About this task:
Each record must be copied in full and unchanged; any image it holds is excluded.

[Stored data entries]
________________

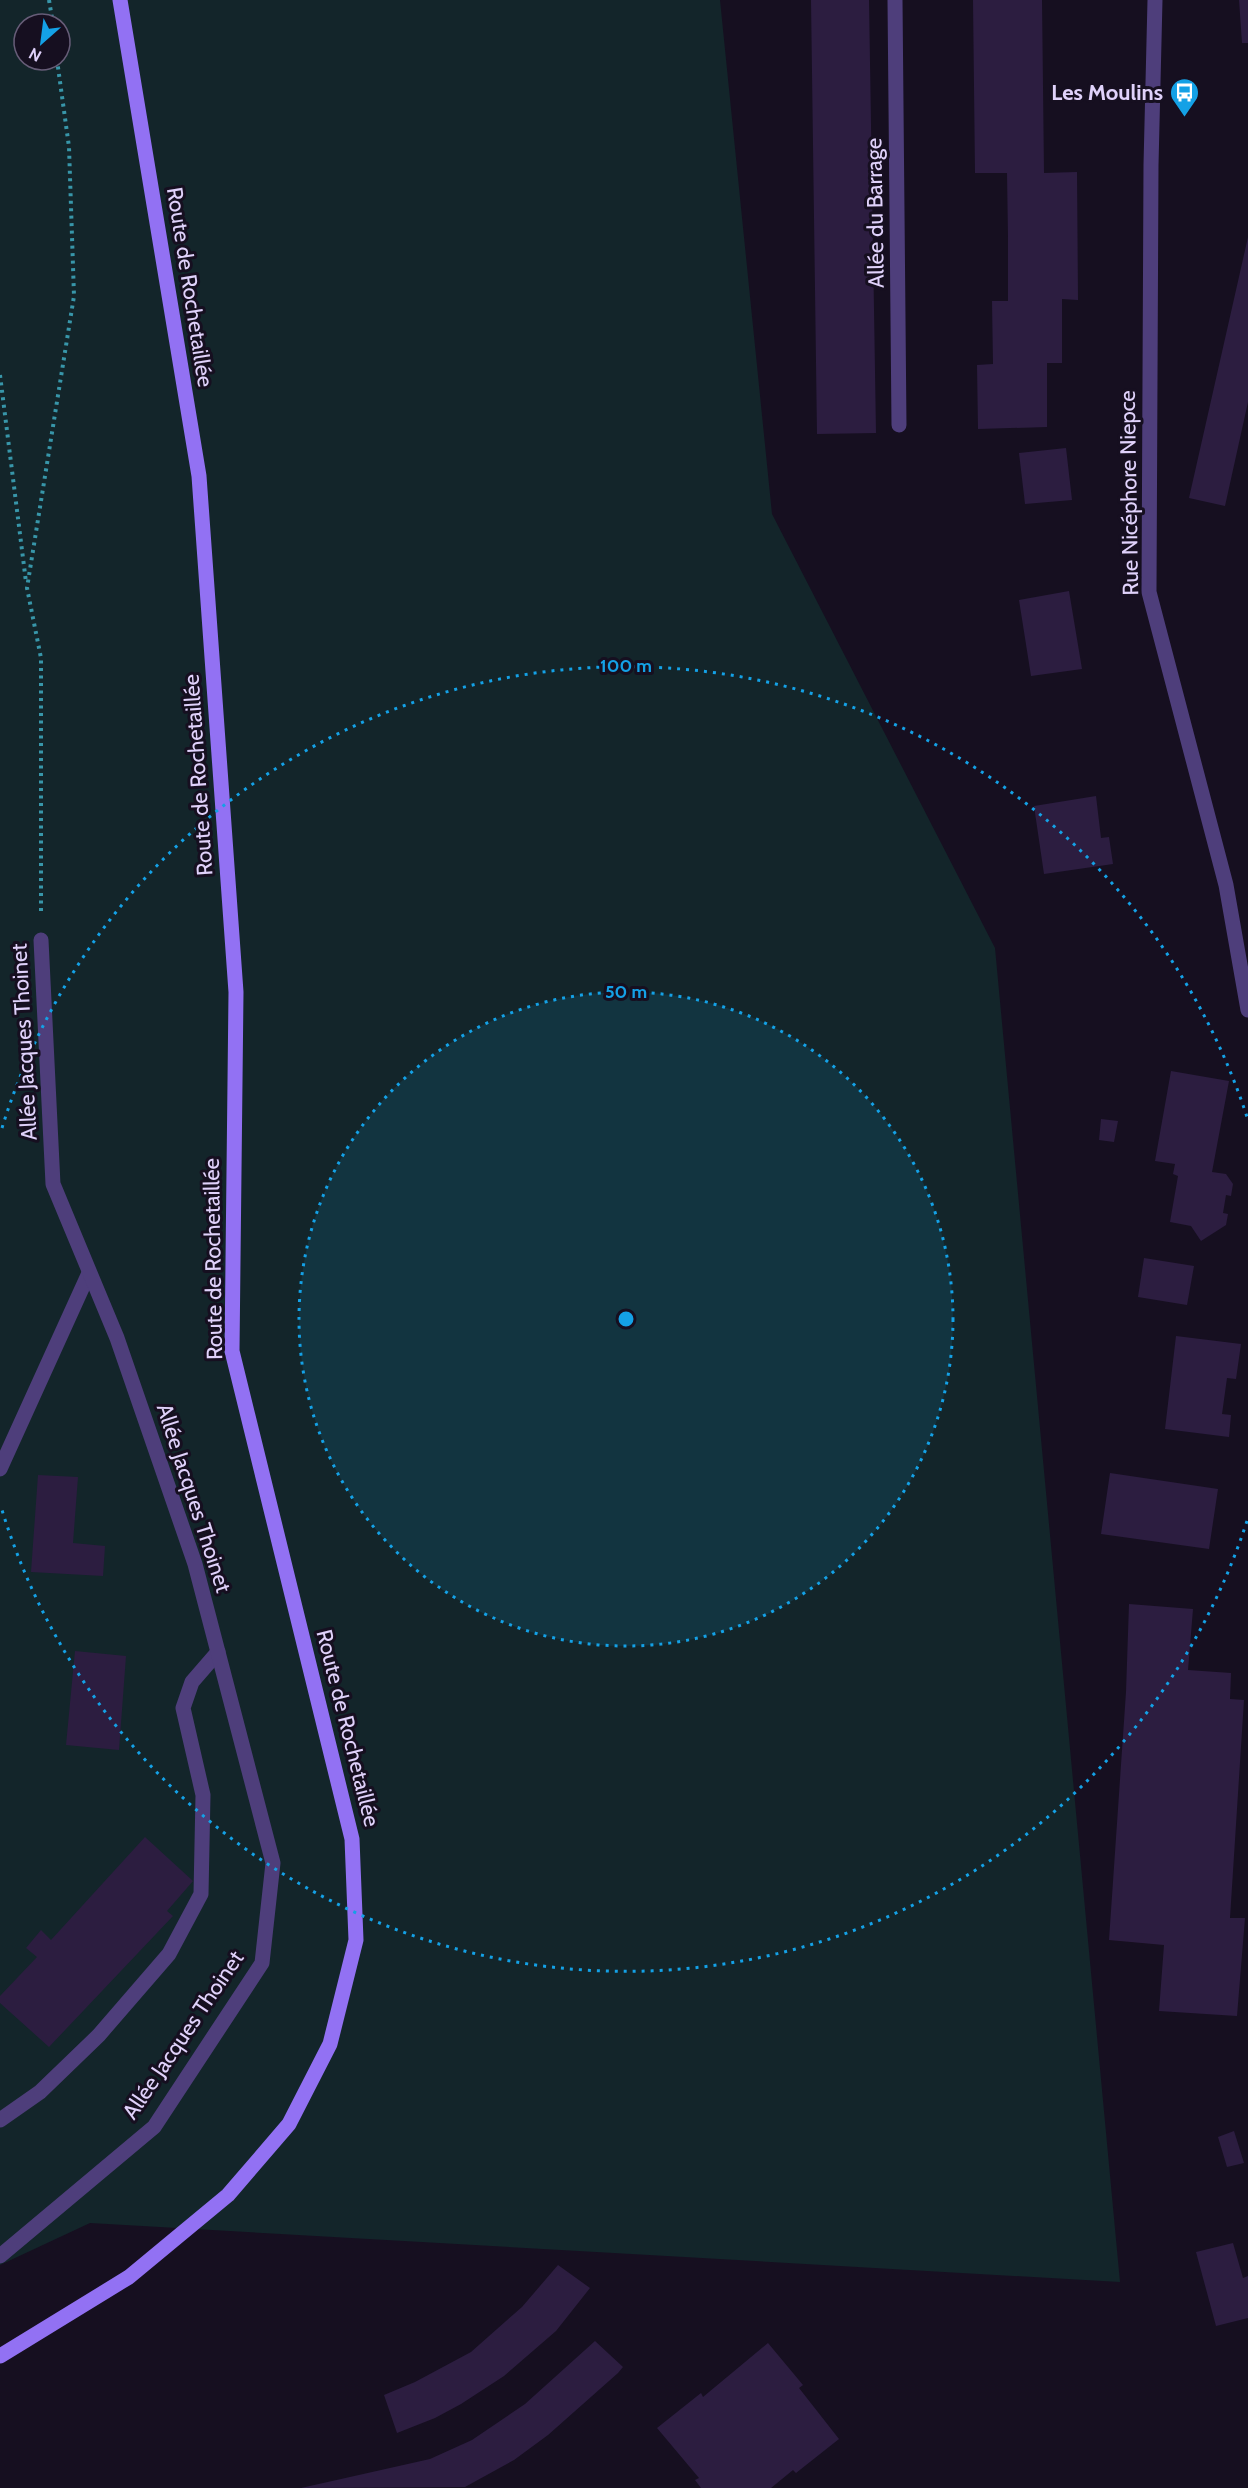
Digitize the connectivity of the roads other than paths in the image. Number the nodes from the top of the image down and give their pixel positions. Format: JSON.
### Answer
{"nodes":[{"id":1,"x":120,"y":0,"type":"edge"},
{"id":2,"x":895,"y":0,"type":"edge"},
{"id":3,"x":1155,"y":0,"type":"edge"},
{"id":4,"x":899,"y":425,"type":"dead end"},
{"id":5,"x":41,"y":940,"type":"road end"},
{"id":6,"x":1248,"y":1010,"type":"edge"},
{"id":7,"x":89,"y":1273,"type":"junction"},
{"id":8,"x":0,"y":1469,"type":"edge"},
{"id":9,"x":218,"y":1652,"type":"junction"},
{"id":10,"x":0,"y":2120,"type":"edge"},
{"id":11,"x":0,"y":2256,"type":"edge"},
{"id":12,"x":0,"y":2356,"type":"edge"}],
"edges":[{"from":1,"to":12,"type":"main road","name":"Route de Rochetaillée"},
{"from":2,"to":4,"type":"street","name":"Allée du Barrage"},
{"from":3,"to":6,"type":"street","name":"Rue Nicéphore Niepce"},
{"from":5,"to":7,"type":"street","name":"Allée Jacques Thoinet"},
{"from":7,"to":8,"type":"street"},
{"from":7,"to":9,"type":"street","name":"Allée Jacques Thoinet"},
{"from":9,"to":10,"type":"street"},
{"from":9,"to":11,"type":"street","name":"Allée Jacques Thoinet"}]}
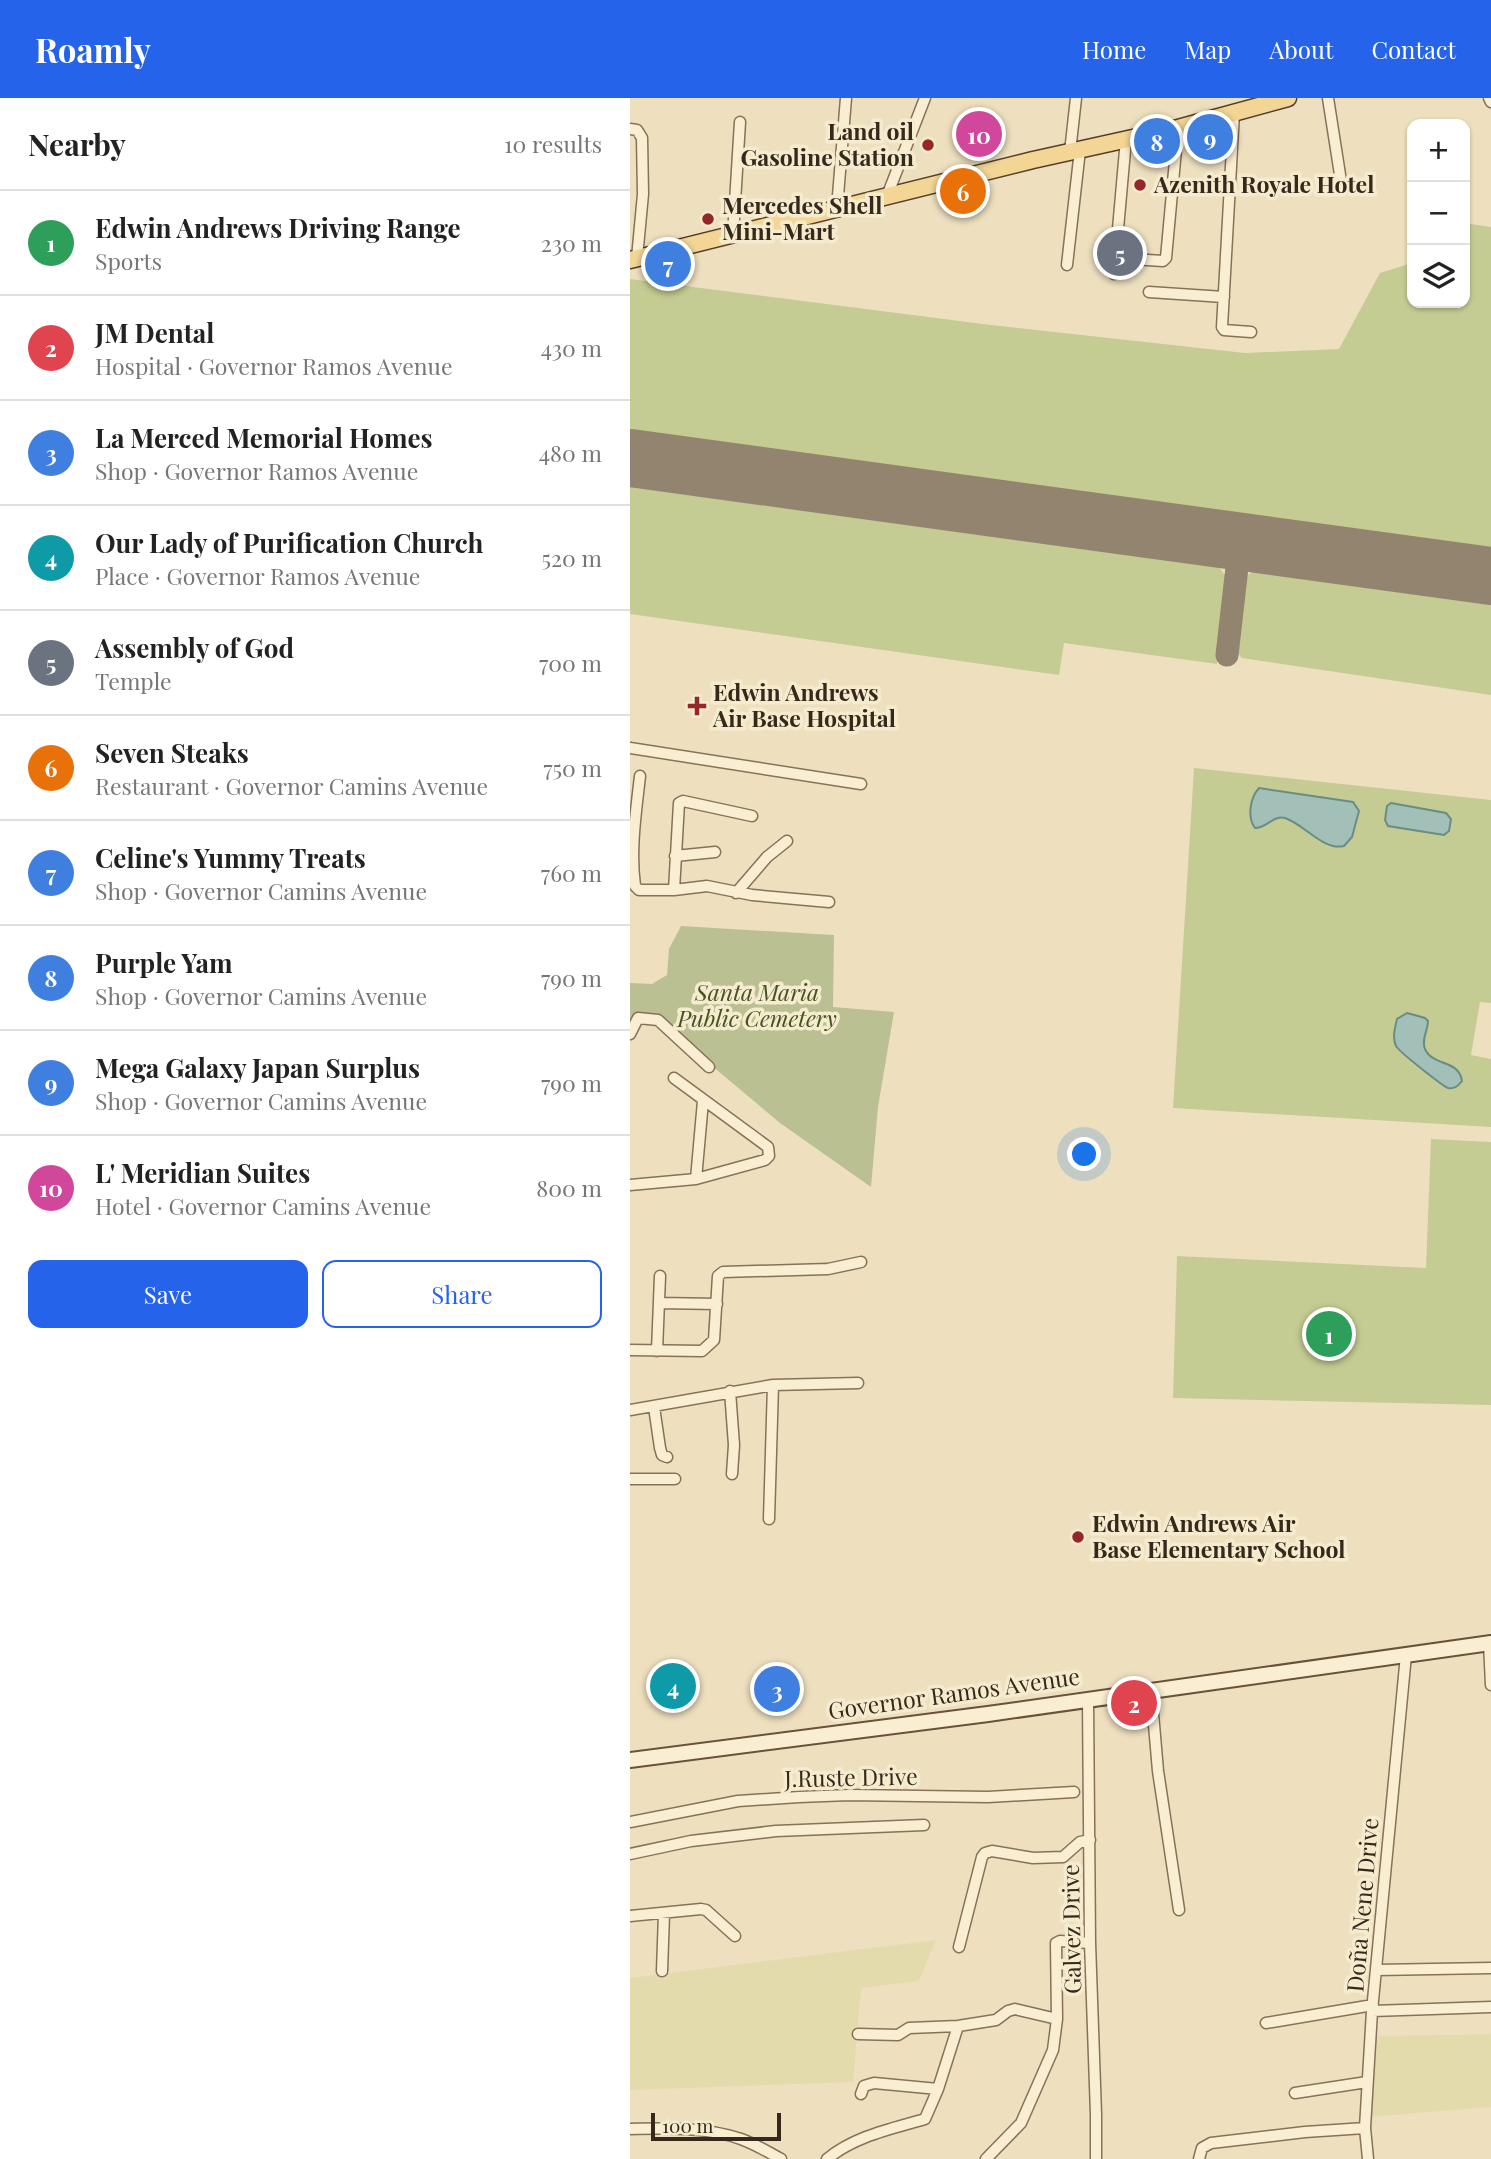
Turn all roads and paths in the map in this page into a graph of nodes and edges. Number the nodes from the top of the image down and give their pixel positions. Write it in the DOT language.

________________

Solution for this problem:
Digitize the connectivity of the roads other than paths in the image. Number the nodes from the top of the image down and give their pixel positions. Format: JSON.
### Answer
{"nodes":[{"id":1,"x":120,"y":0,"type":"edge"},
{"id":2,"x":895,"y":0,"type":"edge"},
{"id":3,"x":1155,"y":0,"type":"edge"},
{"id":4,"x":899,"y":425,"type":"dead end"},
{"id":5,"x":41,"y":940,"type":"road end"},
{"id":6,"x":1248,"y":1010,"type":"edge"},
{"id":7,"x":89,"y":1273,"type":"junction"},
{"id":8,"x":0,"y":1469,"type":"edge"},
{"id":9,"x":218,"y":1652,"type":"junction"},
{"id":10,"x":0,"y":2120,"type":"edge"},
{"id":11,"x":0,"y":2256,"type":"edge"},
{"id":12,"x":0,"y":2356,"type":"edge"}],
"edges":[{"from":1,"to":12,"type":"main road","name":"Route de Rochetaillée"},
{"from":2,"to":4,"type":"street","name":"Allée du Barrage"},
{"from":3,"to":6,"type":"street","name":"Rue Nicéphore Niepce"},
{"from":5,"to":7,"type":"street","name":"Allée Jacques Thoinet"},
{"from":7,"to":8,"type":"street"},
{"from":7,"to":9,"type":"street","name":"Allée Jacques Thoinet"},
{"from":9,"to":10,"type":"street"},
{"from":9,"to":11,"type":"street","name":"Allée Jacques Thoinet"}]}
Turn all roads and paths in the map in this page into a graph of nodes and edges. Number the nodes from the top of the image down and give their pixel positions. Write it in the DOT language.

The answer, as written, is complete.